YOUR OBJECTIVE →
Would you please write out each of the entries below exactly, omitting pictures?

SOURCE DATA Block Start

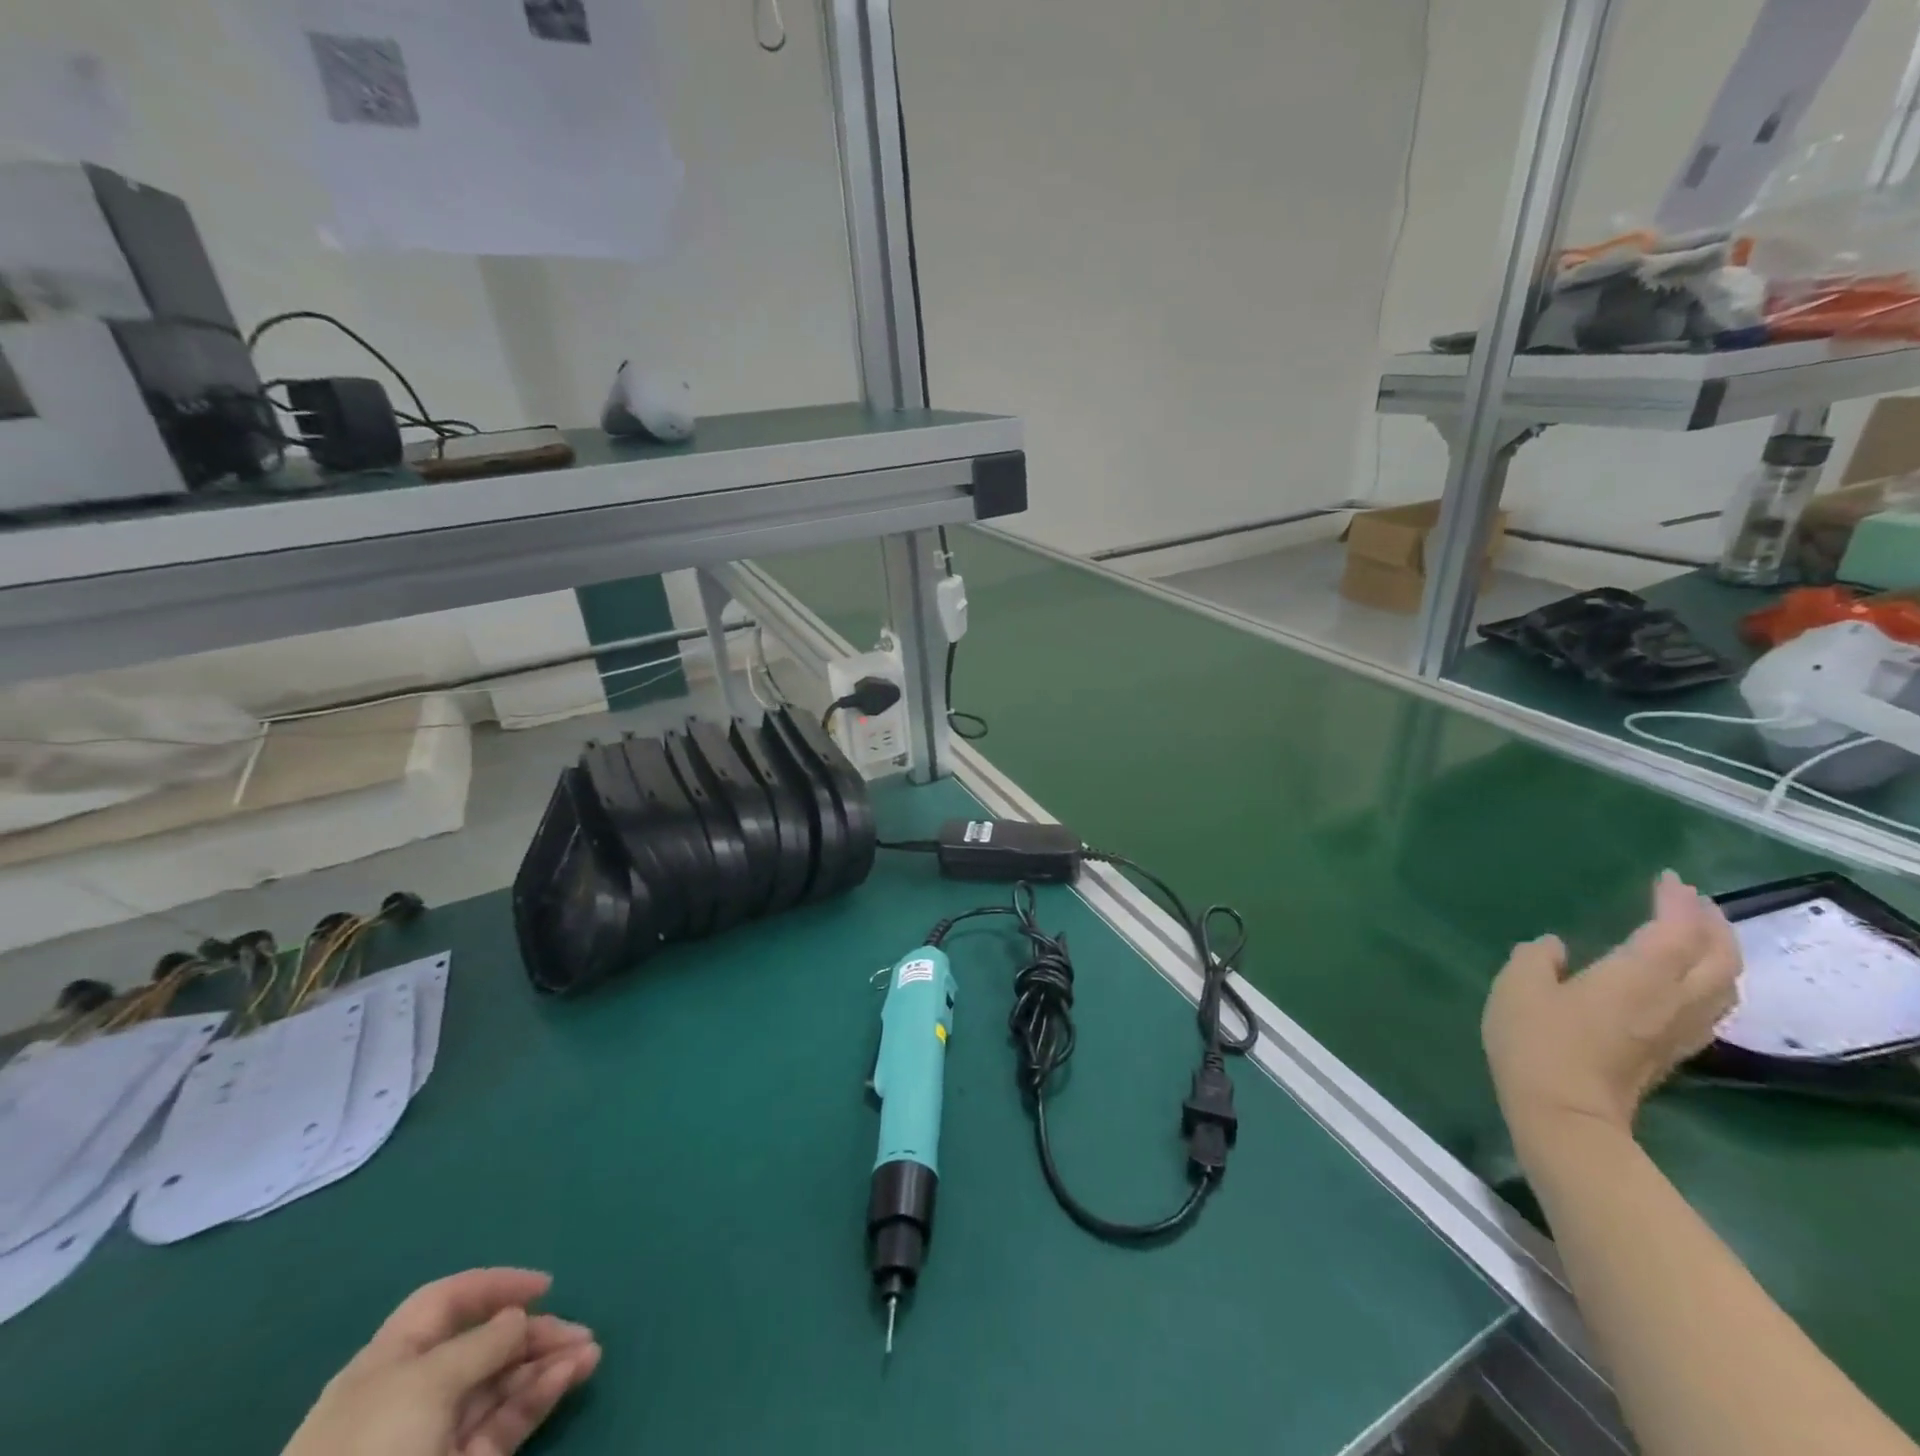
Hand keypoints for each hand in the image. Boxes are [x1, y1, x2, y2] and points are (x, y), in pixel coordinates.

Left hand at [282, 1268, 600, 1455]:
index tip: (544, 1286)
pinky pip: (504, 1423)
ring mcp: (435, 1438)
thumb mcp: (424, 1384)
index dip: (493, 1287)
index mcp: (389, 1363)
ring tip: (590, 1352)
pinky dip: (539, 1397)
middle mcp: (412, 1395)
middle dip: (533, 1333)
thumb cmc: (371, 1450)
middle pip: (482, 1346)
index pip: (444, 1304)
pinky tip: (570, 1376)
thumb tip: (516, 1317)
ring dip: (547, 1364)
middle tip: (579, 1331)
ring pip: (501, 1386)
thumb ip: (480, 1344)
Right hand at [1483, 870, 1739, 1143]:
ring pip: (1724, 984)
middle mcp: (1672, 999)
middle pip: (1719, 957)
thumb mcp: (1517, 987)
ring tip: (1696, 934)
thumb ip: (1536, 958)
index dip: (1676, 901)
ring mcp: (1678, 1029)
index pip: (1675, 930)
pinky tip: (1686, 978)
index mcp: (1636, 976)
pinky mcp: (1673, 1051)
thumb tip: (1555, 947)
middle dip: (1712, 923)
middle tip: (1690, 900)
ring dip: (1719, 952)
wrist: (1564, 1114)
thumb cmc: (1536, 1041)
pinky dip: (1709, 980)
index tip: (1666, 878)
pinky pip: (1711, 1006)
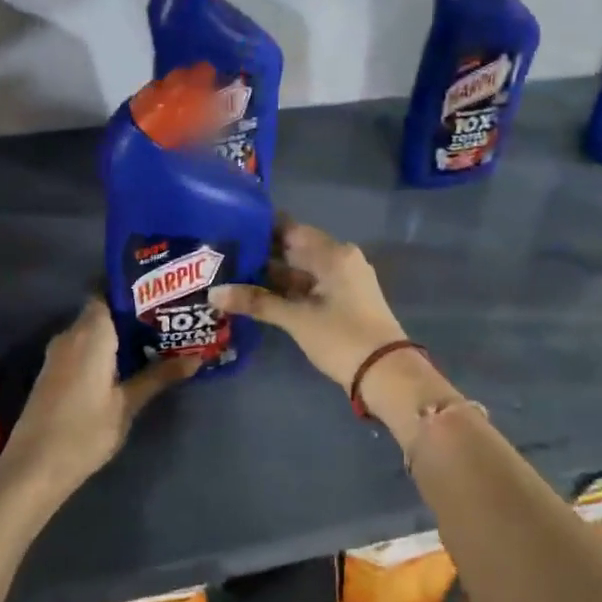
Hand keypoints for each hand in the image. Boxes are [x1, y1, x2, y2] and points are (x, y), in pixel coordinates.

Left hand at [0, 298, 197, 505]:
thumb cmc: (84, 431)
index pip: (110, 292)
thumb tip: (196, 359)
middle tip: (171, 318)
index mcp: (91, 333)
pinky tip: (129, 363)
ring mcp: (59, 354)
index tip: (164, 294)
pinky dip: (106, 349)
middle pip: (104, 311)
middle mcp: (71, 335)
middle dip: (134, 314)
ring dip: (120, 334)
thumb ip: (158, 376)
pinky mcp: (54, 373)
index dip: (136, 290)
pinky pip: (84, 348)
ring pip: (93, 331)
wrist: (33, 468)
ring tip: (158, 339)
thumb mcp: (127, 404)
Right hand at [210, 221, 411, 391]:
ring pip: (302, 270)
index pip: (291, 229)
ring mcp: (344, 281)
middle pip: (295, 249)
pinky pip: (311, 286)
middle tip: (224, 255)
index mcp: (334, 253)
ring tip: (234, 275)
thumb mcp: (297, 319)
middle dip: (262, 254)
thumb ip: (256, 303)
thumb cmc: (342, 338)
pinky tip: (260, 296)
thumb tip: (213, 294)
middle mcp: (341, 259)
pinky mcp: (345, 301)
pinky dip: (288, 290)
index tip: (230, 229)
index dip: (260, 229)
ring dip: (273, 275)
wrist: (387, 373)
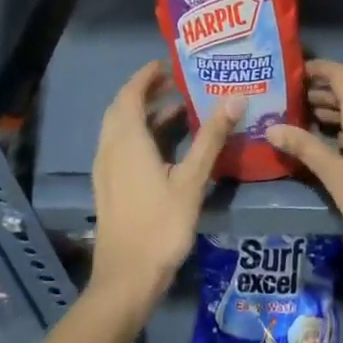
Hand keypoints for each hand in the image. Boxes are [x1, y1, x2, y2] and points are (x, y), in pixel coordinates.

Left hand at [89, 61, 240, 313]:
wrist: (127, 278)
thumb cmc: (161, 225)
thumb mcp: (192, 180)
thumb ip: (212, 137)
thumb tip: (236, 98)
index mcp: (127, 142)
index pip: (130, 95)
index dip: (146, 76)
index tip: (169, 64)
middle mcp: (110, 149)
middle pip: (121, 110)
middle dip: (145, 92)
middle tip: (176, 83)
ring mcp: (106, 170)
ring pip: (120, 130)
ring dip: (144, 115)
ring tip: (178, 110)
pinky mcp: (109, 187)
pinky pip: (121, 148)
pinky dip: (140, 136)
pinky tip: (166, 148)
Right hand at [266, 60, 342, 259]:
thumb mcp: (333, 173)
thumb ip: (304, 146)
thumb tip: (271, 129)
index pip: (339, 74)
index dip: (318, 69)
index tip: (295, 73)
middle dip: (322, 92)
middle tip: (293, 100)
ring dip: (336, 108)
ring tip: (307, 118)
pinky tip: (334, 138)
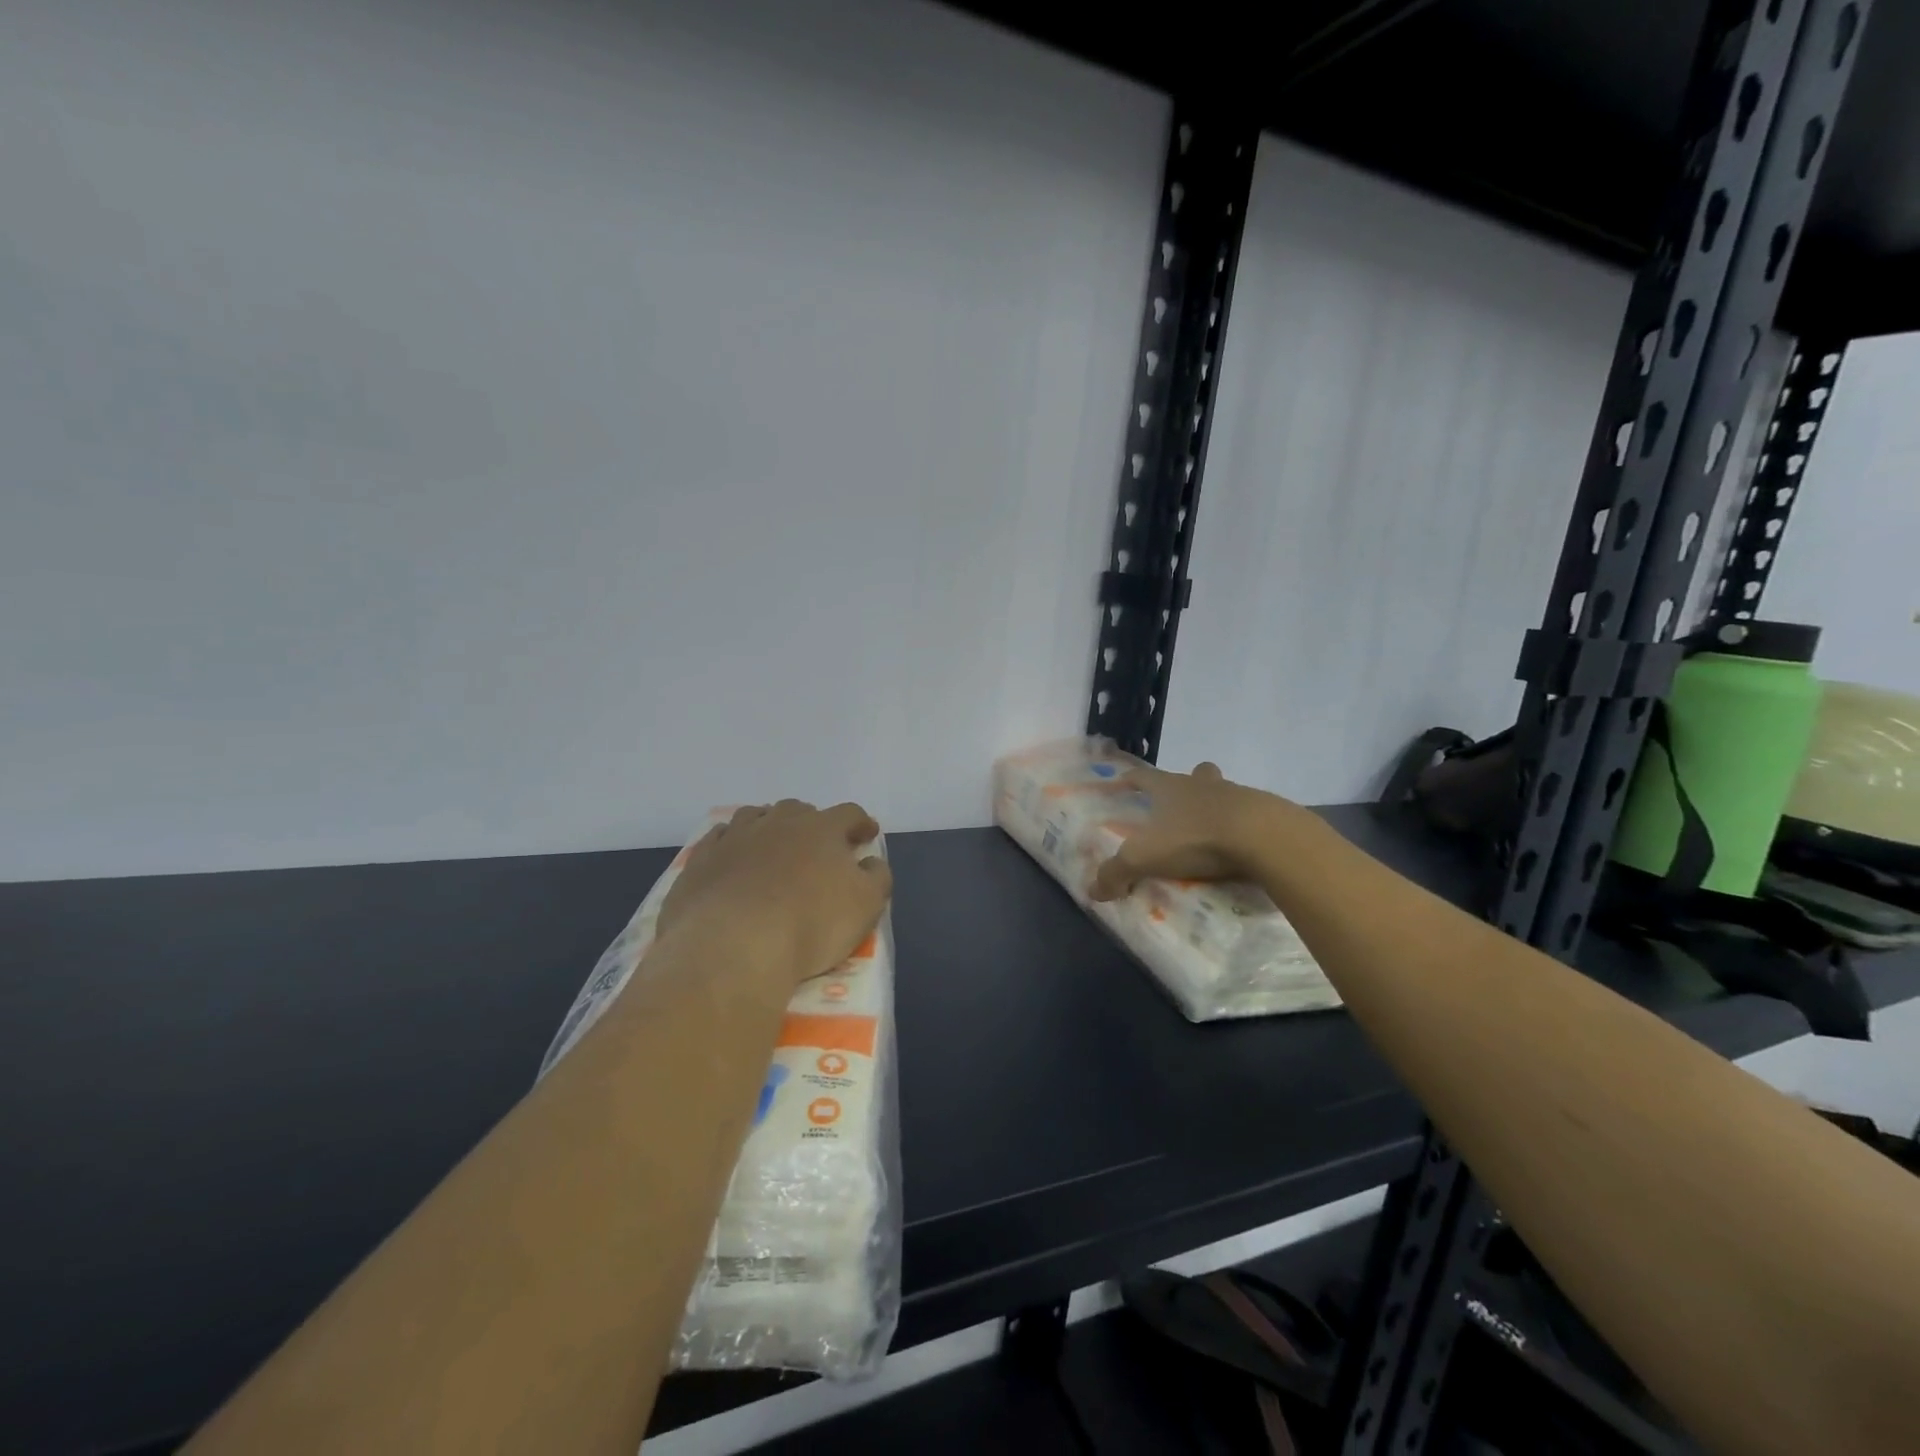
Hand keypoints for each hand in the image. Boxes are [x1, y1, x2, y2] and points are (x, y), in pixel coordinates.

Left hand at [659, 800, 892, 988]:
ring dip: (768, 825)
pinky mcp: (701, 861)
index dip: (860, 823)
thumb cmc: (810, 924)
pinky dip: (731, 843)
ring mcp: (735, 838)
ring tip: (772, 845)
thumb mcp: (866, 905)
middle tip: (817, 844)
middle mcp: (778, 823)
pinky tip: (733, 858)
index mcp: (821, 829)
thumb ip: (877, 877)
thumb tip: (871, 862)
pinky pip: (718, 839)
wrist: (733, 945)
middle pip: (798, 809)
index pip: (848, 814)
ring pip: (755, 816)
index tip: (866, 835)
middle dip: (812, 822)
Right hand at [1088, 761, 1294, 901]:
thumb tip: (1093, 889)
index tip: (1123, 779)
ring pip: (1225, 793)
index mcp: (1171, 788)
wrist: (1263, 838)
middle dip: (1188, 783)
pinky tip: (1241, 849)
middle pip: (1195, 773)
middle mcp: (1203, 785)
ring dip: (1217, 806)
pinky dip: (1243, 829)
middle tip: (1181, 803)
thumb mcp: (1144, 858)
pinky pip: (1250, 817)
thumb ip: (1116, 872)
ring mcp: (1239, 796)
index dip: (1132, 778)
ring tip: (1212, 832)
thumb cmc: (1196, 838)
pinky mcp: (1267, 815)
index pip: (1145, 776)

SOURCE DATA Block End

EXERCISE ANSWER →
Hand keypoints for each hand in the image. Boxes are [x1, y1, x2, y2] and points are (x, y), in pixel coordinates.

Left hand at [282, 1268, 600, 1455]:
index tip: (544, 1286)
pinky pip: (504, 1423)
ring mcp: (435, 1438)
thumb mcp: (424, 1384)
index dip: (493, 1287)
index mcp: (389, 1363)
ring tip: (590, 1352)
pinky dip: (539, 1397)
middle mcp: (412, 1395)
middle dip: (533, 1333)
thumb cmc: (371, 1450)
middle pip: (482, 1346)
index pip: (444, 1304)
pinky tip: (570, 1376)
thumb tip: (516, 1317)
ring dip: (547, 1364)
middle tip: (579, 1331)
ring pip: (501, 1386)
thumb ip: (480, 1344)
Right hand at [1483, 870, 1739, 1143]:
ring pip: (1724, 984)
middle mcp: (1672, 999)
middle pip: (1719, 957)
thumb mcp: (1517, 987)
ring tip: (1696, 934)
thumb ip: (1536, 958)
index dip: (1676, 901)
ring mcp: (1678, 1029)
index pip: (1675, 930)
pinky tip: (1686, 978)
index mcp: (1636, 976)
pinky mcp: (1673, 1051)
thumb tip: (1555, 947)
middle dip: (1712, 923)
middle tip: (1690, 900)
ring dip: (1719, 952)
wrist: (1564, 1114)
thumb cmc: (1536, 1041)
pinky dip: (1709, 980)
index tip: (1666, 878)
pinky pip: (1711, 1006)
Hand keypoints for each hand in the image. Boxes are [x1, y1, x2, y2] and points are (x, y), in pixel coordinates.

Left hand at [0, 298, 197, 505]:
thumb cmc: (84, 431)
index pip: (110, 292)
thumb tip: (196, 359)
middle tip: (171, 318)
index mcp: (91, 333)
pinky tip: (129, 363)
ring mcp: (59, 354)
index tip: (164, 294)
pinky dip: (106, 349)
middle pip: (104, 311)
middle mcp: (71, 335)
middle dip: (134, 314)
ring dip: (120, 334)
thumb ip: (158, 376)
pinky mcp: (54, 373)
index dip: (136, 290)
pinky pip: (84, 348)
ring pip: (93, 331)
wrist: (33, 468)
ring tip: (158, 339)
thumb mcp: (127, 404)
Right hand at [210, 221, 411, 391]:
ring pip: (302, 270)
index pip: (291, 229)
ring mcp: (344, 281)
middle pip: (295, 249)
pinky pip: (311, 286)
middle tip: (224, 255)
index mcp: (334, 253)
ring tip: (234, 275)
thumb mcp: (297, 319)
middle dip: (262, 254)
thumb ip: (256, 303)
thumb cmc: (342, 338)
pinky tip: (260, 296)
thumb tip: (213, 294)
middle mcp: (341, 259)
pinky mcp: (345, 301)
pinky dip: (288, 290)
index tip: (230, 229)
index dip: (260, 229)
ring dip: (273, 275)
wrist: (387, 373)
Hand keypoints for each hand in the image. Boxes are [x1, y1, x2, y2] and points are (x, y), in pixel coordinates.

Left hand at [89, 61, 240, 313]:
wrist: (127, 278)
thumb cmc: (161, 225)
thumb mcp: (192, 180)
thumb ip: (212, 137)
thumb tip: (236, 98)
index mcp: (127, 142)
index pip: (130, 95)
index dip: (146, 76)
index tip: (169, 64)
middle mcp: (110, 149)
middle pip: (121, 110)
middle dip: (145, 92)
middle tip: (176, 83)
ring mcp: (106, 170)
ring pip: (120, 130)
ring dip: (144, 115)
ring tip: (178, 110)
pinky mcp: (109, 187)
pinky pip: (121, 148)
pinky dip: (140, 136)
pinky tip: (166, 148)
Right hand at [266, 60, 342, 259]:
thumb mcp: (333, 173)
thumb ip: (304, 146)
thumb tip: (271, 129)
index pip: (339, 74)
index dip: (318, 69)
index tip: (295, 73)
middle dip: (322, 92)
middle tip: (293, 100)
ring dip: (336, 108)
ring tip: (307, 118)
pinky tip: (334, 138)
Hand keypoints for each hand in the image. Boxes are [x1, y1, x2, y2] and points are (x, y), in pixel coordinates.

Left hand at [659, 800, 892, 988]:
ring dip: (768, 825)
pinky mcp: (701, 861)
index dip: (860, 823)
thumb cmc: (810, 924)
pinky dip: (731, 843)
ring mcp: (735, 838)
ring tip: (772, 845)
thumb mcp: (866, 905)
middle tip: (817, 844)
middle mcp: (778, 823)
pinky tip: (733, 858)
index mcp: (821, 829)
thumb ip: (877, 877)
thumb tip: (871, 862)
pinky pip: (718, 839)
wrist: (733, 945)
middle pip: (798, 809)
index pip: (848, 814)
ring pip: (755, 816)
index tip: (866, 835)
middle dip: (812, 822)
Right hand at [1088, 761, 1294, 901]:
thumb tip: (1093, 889)
index tip: (1123, 779)
ring pip: (1225, 793)
index mcp: (1171, 788)
wrist: (1263, 838)
middle dip: (1188, 783)
pinky tip: (1241, 849)
middle pip: (1195, 773)
middle mcp: (1203, 785)
ring dip: (1217, 806)
pinky dip: (1243, 829)
middle tip: (1181, 803)
thumb mcp: (1144, 858)
pinky pip: (1250, 817)
thumb ip: (1116, 872)
ring mcp: (1239, 796)
index dip: (1132, 778)
ring tip: (1212, 832)
thumb cmc: (1196, 838)
pinky mcp: (1267, 815)
index pip: (1145, 776)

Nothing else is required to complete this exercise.